__Problem statement__: Search the listing below for the line containing "context.strokeStyle = color;". From there through the line containing "M643 184 741 406 672 436 574 215Z", transcribe every line exactly, both ends included.
(Information begins)
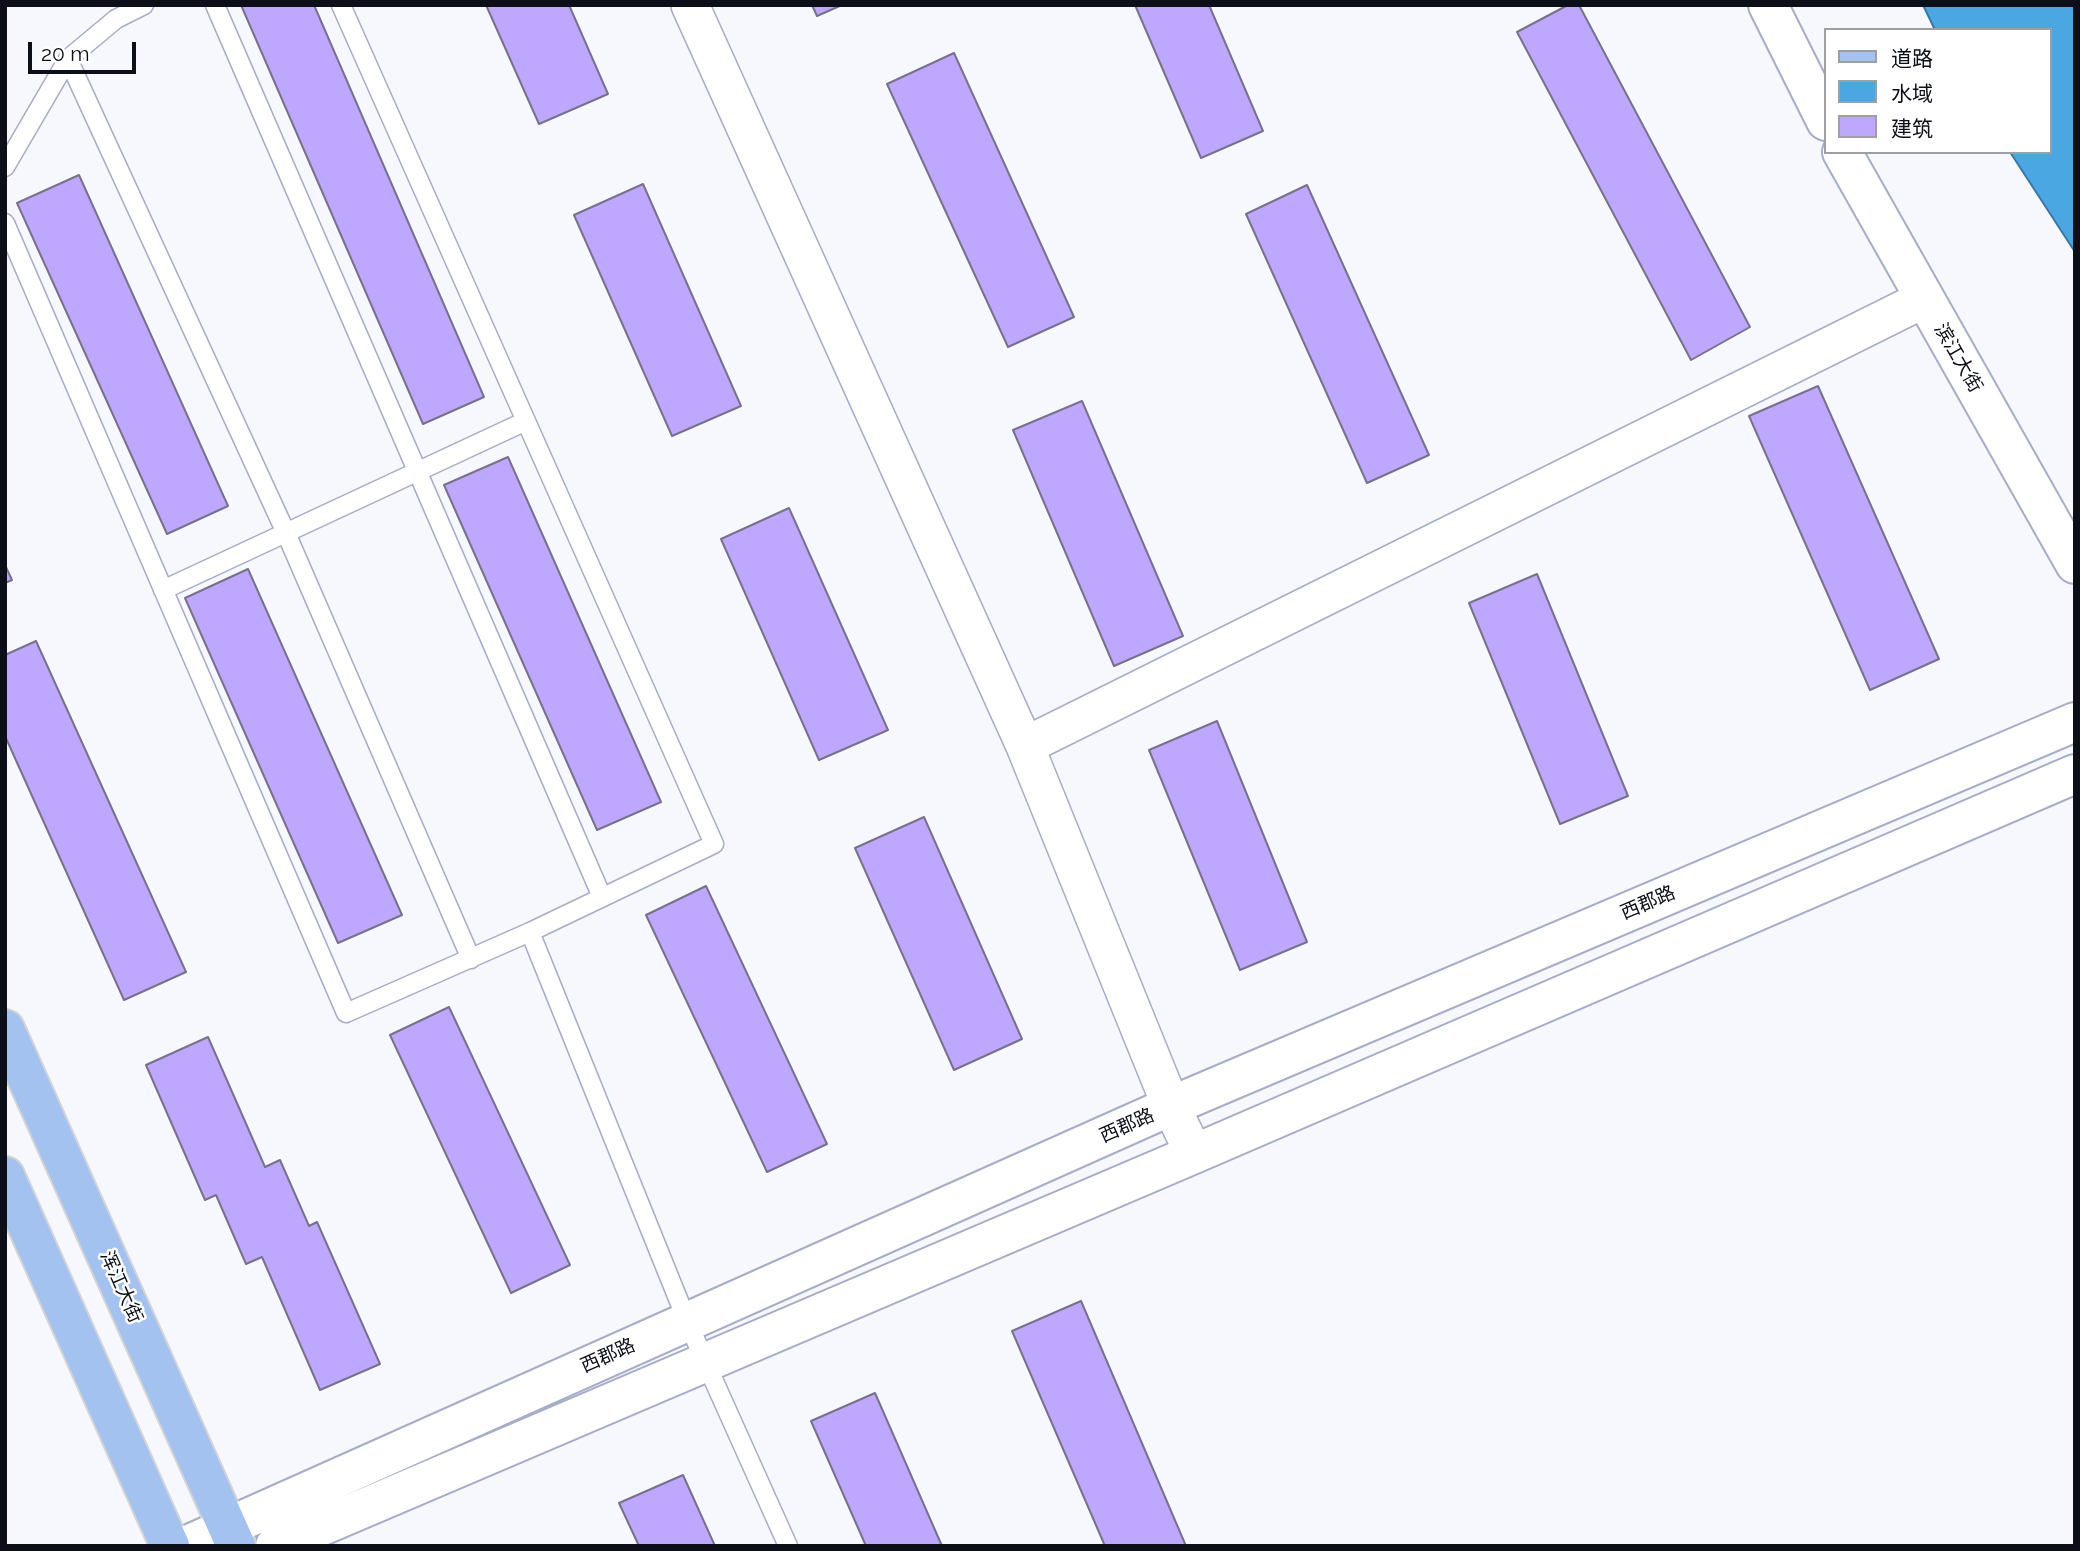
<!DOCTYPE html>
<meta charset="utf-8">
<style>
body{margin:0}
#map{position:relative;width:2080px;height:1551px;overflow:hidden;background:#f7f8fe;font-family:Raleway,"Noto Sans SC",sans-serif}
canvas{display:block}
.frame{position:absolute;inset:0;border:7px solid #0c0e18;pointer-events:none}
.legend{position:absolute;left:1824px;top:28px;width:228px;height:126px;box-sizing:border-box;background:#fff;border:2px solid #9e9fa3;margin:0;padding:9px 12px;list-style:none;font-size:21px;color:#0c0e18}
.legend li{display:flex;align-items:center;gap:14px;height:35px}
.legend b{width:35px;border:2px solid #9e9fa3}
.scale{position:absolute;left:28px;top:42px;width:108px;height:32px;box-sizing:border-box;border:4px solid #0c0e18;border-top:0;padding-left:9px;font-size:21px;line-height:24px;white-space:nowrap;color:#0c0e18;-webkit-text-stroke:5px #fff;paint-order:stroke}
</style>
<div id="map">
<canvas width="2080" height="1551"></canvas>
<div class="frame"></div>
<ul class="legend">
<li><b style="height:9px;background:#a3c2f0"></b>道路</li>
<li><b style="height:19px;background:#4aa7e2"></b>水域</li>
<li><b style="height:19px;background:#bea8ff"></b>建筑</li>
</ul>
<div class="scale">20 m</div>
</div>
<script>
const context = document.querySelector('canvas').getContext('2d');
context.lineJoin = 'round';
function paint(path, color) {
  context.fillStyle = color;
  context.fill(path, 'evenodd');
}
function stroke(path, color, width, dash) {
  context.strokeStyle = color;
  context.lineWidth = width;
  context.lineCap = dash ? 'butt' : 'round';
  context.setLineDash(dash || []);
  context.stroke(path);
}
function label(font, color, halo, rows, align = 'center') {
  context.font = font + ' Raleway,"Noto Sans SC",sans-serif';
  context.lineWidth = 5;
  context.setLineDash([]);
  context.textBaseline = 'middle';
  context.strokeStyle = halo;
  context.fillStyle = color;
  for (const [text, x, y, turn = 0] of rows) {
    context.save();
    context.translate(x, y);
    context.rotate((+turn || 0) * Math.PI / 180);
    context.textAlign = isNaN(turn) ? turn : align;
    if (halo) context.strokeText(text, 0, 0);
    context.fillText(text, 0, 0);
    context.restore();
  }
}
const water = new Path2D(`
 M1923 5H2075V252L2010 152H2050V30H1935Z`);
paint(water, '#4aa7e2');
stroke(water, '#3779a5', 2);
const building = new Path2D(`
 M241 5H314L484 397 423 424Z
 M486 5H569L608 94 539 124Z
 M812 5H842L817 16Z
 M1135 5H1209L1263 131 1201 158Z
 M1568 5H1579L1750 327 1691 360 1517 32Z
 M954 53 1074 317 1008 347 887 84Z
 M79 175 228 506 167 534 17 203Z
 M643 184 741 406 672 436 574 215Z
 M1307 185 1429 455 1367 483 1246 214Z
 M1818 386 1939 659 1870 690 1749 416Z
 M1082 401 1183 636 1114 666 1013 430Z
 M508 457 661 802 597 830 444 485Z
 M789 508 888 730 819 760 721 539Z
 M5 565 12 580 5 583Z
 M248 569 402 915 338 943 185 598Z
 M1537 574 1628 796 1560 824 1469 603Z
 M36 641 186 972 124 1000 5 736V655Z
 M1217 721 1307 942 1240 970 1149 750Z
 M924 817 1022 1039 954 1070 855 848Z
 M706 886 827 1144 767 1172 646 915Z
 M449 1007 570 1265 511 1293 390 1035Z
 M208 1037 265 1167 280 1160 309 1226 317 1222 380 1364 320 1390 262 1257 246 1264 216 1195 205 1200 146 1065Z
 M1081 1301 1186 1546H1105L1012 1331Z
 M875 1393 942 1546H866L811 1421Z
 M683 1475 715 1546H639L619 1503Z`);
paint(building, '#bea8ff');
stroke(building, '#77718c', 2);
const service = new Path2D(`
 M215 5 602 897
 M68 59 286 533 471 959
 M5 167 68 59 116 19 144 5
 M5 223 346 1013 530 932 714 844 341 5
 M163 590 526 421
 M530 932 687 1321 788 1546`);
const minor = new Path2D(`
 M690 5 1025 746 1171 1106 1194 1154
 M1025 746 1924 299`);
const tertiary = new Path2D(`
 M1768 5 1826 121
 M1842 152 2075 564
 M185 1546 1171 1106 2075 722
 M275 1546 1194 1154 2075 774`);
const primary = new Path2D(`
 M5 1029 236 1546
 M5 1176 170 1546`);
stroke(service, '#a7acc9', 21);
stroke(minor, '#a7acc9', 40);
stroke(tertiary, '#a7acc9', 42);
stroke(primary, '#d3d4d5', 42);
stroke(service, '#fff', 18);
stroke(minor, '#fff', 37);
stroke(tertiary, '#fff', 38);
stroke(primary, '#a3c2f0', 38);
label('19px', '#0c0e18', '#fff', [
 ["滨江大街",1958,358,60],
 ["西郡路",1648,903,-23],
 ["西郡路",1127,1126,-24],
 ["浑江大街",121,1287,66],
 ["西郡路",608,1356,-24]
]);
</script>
(Information ends)
__Written reply__:
  context.strokeStyle = color;
  context.lineWidth = width;
  context.lineCap = dash ? 'butt' : 'round';
  context.setLineDash(dash || []);
  context.stroke(path);
}
function label(font, color, halo, rows, align = 'center') {
  context.font = font + ' Raleway,"Noto Sans SC",sans-serif';
  context.lineWidth = 5;
  context.setLineDash([]);
  context.textBaseline = 'middle';
  context.strokeStyle = halo;
  context.fillStyle = color;
  for (const [text, x, y, turn = 0] of rows) {
    context.save();
    context.translate(x, y);
    context.rotate((+turn || 0) * Math.PI / 180);
    context.textAlign = isNaN(turn) ? turn : align;
    if (halo) context.strokeText(text, 0, 0);
    context.fillText(text, 0, 0);
    context.restore();
  }
}
const water = new Path2D(`
 M1923 5H2075V252L2010 152H2050V30H1935Z`);
paint(water, '#4aa7e2');
stroke(water, '#3779a5', 2);
const building = new Path2D(`
 M241 5H314L484 397 423 424Z
 M486 5H569L608 94 539 124Z
 M812 5H842L817 16Z
 M1135 5H1209L1263 131 1201 158Z
 M1568 5H1579L1750 327 1691 360 1517 32Z
 M954 53 1074 317 1008 347 887 84Z
 M79 175 228 506 167 534 17 203Z
 M643 184 741 406 672 436 574 215Z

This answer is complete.